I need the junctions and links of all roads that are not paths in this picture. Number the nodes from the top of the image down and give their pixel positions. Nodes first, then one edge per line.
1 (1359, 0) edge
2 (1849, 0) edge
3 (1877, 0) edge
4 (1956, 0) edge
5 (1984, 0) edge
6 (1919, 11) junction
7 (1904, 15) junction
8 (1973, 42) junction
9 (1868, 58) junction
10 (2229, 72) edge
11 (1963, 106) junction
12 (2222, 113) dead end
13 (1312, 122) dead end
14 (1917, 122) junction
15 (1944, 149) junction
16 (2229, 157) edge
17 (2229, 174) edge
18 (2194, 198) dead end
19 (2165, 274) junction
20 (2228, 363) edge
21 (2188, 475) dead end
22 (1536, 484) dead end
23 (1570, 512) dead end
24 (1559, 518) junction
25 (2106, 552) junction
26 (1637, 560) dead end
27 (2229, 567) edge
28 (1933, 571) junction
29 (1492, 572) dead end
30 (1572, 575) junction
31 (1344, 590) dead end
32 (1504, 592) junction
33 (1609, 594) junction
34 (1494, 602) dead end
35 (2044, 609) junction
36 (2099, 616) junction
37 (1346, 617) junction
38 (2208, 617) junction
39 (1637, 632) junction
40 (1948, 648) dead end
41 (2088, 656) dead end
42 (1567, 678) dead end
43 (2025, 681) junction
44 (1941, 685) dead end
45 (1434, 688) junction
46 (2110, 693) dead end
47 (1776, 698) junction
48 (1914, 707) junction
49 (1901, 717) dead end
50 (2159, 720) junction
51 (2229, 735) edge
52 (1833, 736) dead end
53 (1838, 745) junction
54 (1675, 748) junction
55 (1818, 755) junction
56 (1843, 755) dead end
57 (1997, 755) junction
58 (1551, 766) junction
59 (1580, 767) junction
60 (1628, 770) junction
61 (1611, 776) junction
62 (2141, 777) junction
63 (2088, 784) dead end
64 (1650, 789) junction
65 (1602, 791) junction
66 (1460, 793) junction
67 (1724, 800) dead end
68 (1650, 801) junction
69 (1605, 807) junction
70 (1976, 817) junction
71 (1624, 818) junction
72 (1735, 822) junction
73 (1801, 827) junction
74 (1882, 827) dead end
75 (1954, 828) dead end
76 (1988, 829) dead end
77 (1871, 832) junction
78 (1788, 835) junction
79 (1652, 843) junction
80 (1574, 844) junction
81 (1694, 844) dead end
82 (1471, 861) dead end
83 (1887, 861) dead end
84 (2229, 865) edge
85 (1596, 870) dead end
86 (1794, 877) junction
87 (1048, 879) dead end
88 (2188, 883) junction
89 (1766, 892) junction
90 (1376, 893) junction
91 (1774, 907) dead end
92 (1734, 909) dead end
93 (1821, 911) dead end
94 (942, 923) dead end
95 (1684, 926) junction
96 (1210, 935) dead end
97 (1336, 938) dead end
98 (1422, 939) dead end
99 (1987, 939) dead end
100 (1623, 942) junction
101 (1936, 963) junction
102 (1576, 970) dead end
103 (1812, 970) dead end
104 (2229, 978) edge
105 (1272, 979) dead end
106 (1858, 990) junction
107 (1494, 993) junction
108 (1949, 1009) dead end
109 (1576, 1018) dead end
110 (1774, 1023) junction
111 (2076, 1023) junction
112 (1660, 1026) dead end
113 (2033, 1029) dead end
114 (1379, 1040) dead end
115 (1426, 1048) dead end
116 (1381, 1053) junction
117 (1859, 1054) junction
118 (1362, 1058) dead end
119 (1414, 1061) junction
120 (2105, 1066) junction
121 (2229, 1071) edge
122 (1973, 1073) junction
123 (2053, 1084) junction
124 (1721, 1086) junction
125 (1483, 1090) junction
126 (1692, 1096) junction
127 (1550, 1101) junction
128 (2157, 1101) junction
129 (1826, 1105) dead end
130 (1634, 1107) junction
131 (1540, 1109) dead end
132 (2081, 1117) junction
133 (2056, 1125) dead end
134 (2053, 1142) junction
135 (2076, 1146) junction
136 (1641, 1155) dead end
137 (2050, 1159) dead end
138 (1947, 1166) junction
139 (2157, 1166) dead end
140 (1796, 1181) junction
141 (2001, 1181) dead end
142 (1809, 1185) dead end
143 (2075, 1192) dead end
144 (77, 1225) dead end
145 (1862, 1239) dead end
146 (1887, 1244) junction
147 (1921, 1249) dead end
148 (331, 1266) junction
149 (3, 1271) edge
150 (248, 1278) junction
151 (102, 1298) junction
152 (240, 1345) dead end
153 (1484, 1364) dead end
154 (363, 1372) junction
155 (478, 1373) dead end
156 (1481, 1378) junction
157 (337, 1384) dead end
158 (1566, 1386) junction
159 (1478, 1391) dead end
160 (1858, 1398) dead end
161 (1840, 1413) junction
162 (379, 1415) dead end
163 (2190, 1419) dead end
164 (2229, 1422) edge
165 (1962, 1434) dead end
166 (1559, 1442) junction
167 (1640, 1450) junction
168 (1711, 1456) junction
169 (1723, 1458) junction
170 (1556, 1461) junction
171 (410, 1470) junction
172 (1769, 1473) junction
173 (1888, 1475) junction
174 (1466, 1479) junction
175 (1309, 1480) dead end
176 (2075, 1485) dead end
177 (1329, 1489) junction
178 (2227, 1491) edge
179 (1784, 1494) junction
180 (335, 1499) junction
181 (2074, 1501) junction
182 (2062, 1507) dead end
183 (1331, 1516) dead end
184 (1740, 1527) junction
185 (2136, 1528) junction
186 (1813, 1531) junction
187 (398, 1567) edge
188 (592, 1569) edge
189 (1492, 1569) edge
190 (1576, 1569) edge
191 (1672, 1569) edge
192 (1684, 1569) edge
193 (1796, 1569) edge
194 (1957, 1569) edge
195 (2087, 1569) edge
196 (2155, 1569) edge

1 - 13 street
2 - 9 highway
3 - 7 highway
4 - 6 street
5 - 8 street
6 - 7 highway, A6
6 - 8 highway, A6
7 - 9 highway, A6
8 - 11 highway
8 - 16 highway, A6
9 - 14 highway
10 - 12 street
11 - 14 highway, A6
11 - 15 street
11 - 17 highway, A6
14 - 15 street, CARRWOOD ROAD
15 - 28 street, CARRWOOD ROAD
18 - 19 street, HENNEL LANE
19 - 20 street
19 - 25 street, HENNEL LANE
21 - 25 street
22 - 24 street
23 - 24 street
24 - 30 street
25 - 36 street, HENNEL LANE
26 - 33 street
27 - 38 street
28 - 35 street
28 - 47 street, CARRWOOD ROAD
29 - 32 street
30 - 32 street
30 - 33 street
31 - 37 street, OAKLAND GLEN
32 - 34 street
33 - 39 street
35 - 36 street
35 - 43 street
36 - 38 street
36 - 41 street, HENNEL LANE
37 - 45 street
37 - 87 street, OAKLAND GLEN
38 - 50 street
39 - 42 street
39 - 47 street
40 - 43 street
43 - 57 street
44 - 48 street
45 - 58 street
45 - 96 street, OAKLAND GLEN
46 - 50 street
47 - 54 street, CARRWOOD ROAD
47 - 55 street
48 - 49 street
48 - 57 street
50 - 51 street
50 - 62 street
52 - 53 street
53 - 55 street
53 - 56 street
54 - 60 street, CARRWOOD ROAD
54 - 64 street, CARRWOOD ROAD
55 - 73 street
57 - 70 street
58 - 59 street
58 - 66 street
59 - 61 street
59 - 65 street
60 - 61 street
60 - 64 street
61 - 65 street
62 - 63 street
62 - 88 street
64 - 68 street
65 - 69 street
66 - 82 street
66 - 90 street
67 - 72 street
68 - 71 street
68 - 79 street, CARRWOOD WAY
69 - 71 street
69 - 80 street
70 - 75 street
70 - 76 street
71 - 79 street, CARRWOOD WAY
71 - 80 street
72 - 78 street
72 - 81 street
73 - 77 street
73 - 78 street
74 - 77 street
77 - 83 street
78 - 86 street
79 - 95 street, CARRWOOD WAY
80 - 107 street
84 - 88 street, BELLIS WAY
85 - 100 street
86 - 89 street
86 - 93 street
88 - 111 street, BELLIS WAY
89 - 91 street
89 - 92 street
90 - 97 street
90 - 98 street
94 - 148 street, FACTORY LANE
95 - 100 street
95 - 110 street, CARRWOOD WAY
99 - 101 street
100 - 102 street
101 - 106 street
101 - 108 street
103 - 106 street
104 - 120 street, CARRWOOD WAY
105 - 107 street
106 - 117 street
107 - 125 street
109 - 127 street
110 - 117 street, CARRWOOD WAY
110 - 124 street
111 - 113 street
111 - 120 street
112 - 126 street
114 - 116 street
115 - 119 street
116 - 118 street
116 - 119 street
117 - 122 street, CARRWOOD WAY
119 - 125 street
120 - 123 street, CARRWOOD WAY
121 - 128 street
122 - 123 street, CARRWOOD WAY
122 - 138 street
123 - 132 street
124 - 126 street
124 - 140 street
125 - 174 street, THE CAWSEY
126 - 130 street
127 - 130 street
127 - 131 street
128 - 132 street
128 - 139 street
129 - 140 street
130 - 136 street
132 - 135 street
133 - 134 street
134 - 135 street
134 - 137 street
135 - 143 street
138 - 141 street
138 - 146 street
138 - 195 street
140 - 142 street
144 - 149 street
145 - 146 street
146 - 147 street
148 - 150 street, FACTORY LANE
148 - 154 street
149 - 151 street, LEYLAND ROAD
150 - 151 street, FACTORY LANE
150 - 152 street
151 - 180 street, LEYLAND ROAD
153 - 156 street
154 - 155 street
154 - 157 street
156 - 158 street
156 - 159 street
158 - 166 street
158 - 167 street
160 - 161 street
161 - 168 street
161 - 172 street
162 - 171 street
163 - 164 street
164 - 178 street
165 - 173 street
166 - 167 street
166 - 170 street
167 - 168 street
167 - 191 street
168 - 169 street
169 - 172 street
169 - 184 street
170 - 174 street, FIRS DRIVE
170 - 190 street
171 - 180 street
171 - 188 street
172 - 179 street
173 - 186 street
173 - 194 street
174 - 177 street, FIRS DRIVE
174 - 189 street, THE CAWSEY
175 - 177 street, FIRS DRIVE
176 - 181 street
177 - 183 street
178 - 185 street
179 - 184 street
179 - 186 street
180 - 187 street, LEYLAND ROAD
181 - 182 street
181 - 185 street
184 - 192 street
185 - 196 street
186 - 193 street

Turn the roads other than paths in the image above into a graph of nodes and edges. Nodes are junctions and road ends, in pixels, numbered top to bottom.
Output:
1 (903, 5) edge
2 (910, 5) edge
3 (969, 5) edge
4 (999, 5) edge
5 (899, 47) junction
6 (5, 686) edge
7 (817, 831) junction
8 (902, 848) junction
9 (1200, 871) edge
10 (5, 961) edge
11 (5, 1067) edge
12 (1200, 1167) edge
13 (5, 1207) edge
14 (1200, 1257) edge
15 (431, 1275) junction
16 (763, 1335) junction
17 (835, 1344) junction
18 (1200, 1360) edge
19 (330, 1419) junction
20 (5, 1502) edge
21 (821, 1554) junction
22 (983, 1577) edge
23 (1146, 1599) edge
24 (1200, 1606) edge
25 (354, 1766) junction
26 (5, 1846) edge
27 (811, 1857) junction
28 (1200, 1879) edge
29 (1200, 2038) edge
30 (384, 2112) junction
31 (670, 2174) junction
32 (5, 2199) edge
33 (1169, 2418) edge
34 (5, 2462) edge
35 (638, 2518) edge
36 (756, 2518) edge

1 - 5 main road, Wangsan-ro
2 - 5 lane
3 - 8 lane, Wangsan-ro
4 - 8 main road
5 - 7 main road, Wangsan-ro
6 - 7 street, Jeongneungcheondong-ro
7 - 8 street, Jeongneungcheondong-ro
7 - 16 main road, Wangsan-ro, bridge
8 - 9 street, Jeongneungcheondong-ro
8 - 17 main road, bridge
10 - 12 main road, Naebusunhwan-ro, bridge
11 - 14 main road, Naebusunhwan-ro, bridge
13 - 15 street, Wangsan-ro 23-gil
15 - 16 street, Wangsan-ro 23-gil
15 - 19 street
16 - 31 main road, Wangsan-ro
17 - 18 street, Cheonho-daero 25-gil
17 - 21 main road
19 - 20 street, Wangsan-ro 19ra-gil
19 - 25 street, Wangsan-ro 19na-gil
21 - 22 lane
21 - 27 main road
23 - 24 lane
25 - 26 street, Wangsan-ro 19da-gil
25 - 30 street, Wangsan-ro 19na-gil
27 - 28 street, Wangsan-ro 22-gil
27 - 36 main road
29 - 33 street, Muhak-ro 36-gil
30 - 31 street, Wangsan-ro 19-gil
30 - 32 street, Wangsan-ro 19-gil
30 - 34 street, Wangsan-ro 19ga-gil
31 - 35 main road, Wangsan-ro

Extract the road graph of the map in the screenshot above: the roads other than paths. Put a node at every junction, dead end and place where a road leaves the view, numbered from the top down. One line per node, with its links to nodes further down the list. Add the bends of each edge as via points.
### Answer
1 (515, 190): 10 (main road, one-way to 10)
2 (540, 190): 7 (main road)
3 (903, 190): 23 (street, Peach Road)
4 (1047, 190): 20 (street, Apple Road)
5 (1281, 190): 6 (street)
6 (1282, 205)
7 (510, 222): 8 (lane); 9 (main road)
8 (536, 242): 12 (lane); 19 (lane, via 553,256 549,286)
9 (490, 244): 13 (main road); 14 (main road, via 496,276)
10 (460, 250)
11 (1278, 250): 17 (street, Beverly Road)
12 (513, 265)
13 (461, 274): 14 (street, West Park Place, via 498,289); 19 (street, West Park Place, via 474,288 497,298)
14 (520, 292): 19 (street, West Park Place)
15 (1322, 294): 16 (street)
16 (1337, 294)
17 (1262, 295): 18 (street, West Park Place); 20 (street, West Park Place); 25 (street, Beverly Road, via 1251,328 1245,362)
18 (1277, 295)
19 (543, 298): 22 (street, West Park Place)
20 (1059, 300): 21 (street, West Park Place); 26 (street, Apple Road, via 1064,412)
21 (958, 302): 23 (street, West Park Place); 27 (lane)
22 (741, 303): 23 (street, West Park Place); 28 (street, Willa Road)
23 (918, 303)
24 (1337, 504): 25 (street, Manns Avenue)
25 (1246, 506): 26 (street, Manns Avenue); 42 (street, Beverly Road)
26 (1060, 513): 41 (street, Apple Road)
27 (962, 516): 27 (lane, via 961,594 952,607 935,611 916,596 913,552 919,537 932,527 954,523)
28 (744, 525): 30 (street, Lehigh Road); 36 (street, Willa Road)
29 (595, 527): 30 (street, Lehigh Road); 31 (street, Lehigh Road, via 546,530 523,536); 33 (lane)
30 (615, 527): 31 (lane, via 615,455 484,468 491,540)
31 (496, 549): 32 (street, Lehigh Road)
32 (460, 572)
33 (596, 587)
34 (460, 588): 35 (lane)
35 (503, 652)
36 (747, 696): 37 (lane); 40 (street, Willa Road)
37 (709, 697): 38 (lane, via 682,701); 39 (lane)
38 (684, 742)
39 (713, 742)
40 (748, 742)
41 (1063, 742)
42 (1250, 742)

◆ Work to complete
Which of the lines above hold the string "Manns"? Copy each one.

◆ Problem solution
24 (1337, 504): 25 (street, Manns Avenue)
25 (1246, 506): 26 (street, Manns Avenue); 42 (street, Beverly Road)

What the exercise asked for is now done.